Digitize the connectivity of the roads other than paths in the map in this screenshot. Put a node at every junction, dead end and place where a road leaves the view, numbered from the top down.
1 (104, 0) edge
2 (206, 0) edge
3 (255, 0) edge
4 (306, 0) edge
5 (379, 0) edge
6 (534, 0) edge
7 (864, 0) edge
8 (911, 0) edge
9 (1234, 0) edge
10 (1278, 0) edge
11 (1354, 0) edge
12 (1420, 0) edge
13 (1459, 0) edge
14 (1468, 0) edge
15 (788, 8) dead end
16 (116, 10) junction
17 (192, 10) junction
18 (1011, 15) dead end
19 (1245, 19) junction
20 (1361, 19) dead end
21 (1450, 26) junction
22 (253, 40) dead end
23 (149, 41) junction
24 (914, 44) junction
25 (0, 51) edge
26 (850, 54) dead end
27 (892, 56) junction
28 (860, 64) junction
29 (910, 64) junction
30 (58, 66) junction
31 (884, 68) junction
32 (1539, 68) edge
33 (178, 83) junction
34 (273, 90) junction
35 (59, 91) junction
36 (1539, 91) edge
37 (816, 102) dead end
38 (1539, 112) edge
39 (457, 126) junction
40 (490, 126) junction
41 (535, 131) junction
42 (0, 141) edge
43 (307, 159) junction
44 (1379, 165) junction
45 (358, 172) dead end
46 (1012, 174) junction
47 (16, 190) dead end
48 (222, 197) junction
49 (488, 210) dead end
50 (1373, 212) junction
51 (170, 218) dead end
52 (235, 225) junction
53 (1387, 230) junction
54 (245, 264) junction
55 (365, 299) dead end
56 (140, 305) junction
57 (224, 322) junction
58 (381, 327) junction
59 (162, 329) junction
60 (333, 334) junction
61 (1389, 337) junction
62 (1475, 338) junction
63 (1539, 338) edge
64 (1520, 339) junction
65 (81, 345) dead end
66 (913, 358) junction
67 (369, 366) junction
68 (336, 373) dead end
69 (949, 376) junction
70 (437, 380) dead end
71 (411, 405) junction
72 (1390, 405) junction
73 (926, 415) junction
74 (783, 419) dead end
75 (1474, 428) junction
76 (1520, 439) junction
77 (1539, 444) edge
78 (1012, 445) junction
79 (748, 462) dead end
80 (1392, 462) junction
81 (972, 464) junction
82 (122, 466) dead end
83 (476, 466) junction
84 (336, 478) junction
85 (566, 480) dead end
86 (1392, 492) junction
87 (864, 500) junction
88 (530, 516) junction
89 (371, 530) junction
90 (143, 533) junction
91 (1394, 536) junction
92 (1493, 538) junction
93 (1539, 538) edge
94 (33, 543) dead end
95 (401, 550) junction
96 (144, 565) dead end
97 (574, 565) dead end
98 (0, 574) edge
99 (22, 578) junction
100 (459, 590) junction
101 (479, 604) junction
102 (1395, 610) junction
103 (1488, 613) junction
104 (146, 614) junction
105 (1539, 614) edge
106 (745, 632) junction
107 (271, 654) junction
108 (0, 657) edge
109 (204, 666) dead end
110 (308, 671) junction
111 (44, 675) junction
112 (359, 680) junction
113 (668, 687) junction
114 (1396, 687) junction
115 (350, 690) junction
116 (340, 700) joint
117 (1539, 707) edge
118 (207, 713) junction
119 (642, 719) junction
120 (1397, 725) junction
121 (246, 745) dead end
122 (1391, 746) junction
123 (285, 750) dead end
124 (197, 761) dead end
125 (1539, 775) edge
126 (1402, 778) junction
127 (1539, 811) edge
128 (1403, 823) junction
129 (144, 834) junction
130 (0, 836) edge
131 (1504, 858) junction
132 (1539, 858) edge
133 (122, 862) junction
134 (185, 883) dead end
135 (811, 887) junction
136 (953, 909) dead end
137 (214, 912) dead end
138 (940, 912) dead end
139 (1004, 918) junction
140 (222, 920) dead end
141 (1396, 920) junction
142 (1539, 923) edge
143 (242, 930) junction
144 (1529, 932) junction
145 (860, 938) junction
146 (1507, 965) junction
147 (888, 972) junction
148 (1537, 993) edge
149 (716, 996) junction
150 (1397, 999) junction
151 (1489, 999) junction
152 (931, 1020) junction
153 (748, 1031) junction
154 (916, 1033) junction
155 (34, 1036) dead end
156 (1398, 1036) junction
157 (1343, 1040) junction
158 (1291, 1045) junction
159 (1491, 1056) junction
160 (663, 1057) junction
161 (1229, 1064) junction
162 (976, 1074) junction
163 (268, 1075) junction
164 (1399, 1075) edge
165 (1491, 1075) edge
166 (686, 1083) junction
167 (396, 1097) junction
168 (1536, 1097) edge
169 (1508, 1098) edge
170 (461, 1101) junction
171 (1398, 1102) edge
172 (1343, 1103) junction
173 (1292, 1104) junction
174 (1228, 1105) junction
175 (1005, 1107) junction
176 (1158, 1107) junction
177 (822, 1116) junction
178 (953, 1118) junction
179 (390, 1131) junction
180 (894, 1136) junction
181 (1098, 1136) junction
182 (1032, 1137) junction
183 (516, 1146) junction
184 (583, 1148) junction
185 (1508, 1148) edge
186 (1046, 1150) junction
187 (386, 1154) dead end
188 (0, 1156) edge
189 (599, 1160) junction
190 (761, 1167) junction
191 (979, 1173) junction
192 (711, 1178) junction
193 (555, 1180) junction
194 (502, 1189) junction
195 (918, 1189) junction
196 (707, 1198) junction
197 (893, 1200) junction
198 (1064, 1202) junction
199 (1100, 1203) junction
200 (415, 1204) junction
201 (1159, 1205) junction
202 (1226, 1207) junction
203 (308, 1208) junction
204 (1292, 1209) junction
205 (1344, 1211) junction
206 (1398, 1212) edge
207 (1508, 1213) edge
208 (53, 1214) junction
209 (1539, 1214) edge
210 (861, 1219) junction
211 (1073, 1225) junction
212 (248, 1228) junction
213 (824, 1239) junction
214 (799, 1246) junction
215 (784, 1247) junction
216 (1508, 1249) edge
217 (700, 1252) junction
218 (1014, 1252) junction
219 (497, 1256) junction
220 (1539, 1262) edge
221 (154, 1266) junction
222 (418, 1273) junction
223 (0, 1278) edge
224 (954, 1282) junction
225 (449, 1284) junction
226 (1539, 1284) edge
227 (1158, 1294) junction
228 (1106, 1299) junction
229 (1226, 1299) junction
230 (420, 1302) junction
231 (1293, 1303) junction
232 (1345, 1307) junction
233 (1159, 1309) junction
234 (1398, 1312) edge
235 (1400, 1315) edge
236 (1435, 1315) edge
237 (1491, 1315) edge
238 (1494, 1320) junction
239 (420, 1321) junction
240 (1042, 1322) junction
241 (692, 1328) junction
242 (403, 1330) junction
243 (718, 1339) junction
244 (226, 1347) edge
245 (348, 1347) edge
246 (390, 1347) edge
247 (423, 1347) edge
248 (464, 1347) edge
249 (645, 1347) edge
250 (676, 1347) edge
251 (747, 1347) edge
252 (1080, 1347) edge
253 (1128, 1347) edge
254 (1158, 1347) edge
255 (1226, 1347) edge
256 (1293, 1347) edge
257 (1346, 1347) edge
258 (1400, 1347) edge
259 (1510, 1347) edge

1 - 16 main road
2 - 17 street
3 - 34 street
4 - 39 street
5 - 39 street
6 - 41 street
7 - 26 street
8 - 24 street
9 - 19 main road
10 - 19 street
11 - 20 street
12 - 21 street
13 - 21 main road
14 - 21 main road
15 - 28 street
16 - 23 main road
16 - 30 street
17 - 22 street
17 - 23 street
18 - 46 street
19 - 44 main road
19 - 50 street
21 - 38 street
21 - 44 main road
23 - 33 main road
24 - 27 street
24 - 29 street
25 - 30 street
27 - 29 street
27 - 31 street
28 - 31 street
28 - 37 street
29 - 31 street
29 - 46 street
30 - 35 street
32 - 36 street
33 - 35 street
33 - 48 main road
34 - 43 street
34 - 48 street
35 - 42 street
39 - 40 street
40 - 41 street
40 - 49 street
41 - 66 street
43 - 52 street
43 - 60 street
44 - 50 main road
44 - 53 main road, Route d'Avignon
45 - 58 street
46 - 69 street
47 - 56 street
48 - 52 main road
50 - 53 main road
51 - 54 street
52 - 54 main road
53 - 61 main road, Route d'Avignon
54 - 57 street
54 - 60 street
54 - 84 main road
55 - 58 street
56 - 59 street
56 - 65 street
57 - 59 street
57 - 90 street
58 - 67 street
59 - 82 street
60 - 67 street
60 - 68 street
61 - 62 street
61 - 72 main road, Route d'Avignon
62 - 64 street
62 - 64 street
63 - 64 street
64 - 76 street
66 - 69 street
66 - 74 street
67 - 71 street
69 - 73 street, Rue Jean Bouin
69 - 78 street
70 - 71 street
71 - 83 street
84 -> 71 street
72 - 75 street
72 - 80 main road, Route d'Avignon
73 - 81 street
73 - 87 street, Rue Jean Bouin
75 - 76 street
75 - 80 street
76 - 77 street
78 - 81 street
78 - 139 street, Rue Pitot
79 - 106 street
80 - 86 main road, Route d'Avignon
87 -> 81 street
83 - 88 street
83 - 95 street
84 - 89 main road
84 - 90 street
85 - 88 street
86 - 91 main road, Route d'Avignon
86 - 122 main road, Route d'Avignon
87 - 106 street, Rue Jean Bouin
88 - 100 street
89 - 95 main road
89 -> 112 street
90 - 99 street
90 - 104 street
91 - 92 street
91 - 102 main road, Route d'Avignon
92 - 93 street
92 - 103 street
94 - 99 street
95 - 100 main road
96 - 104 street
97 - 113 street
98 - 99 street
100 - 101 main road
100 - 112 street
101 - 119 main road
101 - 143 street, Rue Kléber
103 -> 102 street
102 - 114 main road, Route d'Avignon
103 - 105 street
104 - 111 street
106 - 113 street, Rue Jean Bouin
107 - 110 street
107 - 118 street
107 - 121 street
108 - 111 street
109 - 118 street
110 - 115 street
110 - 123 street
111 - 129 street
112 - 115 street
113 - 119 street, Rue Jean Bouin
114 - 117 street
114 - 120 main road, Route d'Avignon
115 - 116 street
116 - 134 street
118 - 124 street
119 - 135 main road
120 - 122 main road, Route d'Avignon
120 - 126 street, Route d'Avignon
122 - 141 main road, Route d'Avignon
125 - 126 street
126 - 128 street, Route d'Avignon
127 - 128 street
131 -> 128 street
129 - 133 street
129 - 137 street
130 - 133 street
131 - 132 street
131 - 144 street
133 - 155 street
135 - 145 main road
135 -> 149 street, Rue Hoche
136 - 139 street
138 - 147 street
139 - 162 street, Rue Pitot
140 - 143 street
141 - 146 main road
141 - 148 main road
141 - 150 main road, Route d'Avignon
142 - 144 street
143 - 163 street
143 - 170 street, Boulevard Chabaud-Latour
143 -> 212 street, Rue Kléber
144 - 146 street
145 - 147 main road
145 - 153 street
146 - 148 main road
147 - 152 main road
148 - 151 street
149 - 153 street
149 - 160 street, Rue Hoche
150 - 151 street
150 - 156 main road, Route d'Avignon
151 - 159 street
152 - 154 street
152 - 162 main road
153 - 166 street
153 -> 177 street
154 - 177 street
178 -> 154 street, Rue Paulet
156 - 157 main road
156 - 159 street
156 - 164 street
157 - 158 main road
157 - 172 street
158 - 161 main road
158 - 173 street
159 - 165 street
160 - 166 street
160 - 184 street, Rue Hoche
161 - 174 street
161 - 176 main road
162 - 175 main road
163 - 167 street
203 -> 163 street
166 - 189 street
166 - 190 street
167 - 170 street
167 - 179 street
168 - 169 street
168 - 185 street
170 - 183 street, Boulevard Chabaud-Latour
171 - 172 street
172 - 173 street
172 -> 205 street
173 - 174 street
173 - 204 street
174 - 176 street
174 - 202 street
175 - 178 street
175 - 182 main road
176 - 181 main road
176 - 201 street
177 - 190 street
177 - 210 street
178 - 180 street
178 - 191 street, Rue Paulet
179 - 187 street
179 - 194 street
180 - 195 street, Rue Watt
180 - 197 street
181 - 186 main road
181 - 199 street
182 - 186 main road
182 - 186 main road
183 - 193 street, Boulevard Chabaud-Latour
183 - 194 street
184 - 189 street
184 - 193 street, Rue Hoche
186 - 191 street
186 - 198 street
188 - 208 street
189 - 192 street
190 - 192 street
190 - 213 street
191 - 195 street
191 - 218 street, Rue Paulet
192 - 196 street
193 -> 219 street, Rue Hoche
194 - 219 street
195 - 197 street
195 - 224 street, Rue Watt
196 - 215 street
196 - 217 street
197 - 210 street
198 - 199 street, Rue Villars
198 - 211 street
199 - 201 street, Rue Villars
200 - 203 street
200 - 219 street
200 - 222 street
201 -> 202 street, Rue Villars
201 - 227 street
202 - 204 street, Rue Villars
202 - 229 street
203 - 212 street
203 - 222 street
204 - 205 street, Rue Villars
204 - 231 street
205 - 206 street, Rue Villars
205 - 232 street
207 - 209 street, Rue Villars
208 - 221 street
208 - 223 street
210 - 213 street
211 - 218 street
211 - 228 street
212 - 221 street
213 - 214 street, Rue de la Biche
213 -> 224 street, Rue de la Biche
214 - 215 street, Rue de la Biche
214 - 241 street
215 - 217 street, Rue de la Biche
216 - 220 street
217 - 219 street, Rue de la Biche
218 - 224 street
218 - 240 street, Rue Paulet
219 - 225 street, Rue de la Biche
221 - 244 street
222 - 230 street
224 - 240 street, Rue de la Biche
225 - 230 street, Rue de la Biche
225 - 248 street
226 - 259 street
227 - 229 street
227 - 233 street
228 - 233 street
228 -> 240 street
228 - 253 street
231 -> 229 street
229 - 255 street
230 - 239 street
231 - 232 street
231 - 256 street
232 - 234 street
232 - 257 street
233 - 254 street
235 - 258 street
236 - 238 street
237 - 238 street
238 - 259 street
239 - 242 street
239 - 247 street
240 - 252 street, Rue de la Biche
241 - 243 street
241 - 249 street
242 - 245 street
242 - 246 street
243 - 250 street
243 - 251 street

Work to be completed: Of the lines above, show those in which "Hoche" appears.

Solution to this problem:
135 -> 149 street, Rue Hoche
149 - 160 street, Rue Hoche
160 - 184 street, Rue Hoche
184 - 193 street, Rue Hoche
193 -> 219 street, Rue Hoche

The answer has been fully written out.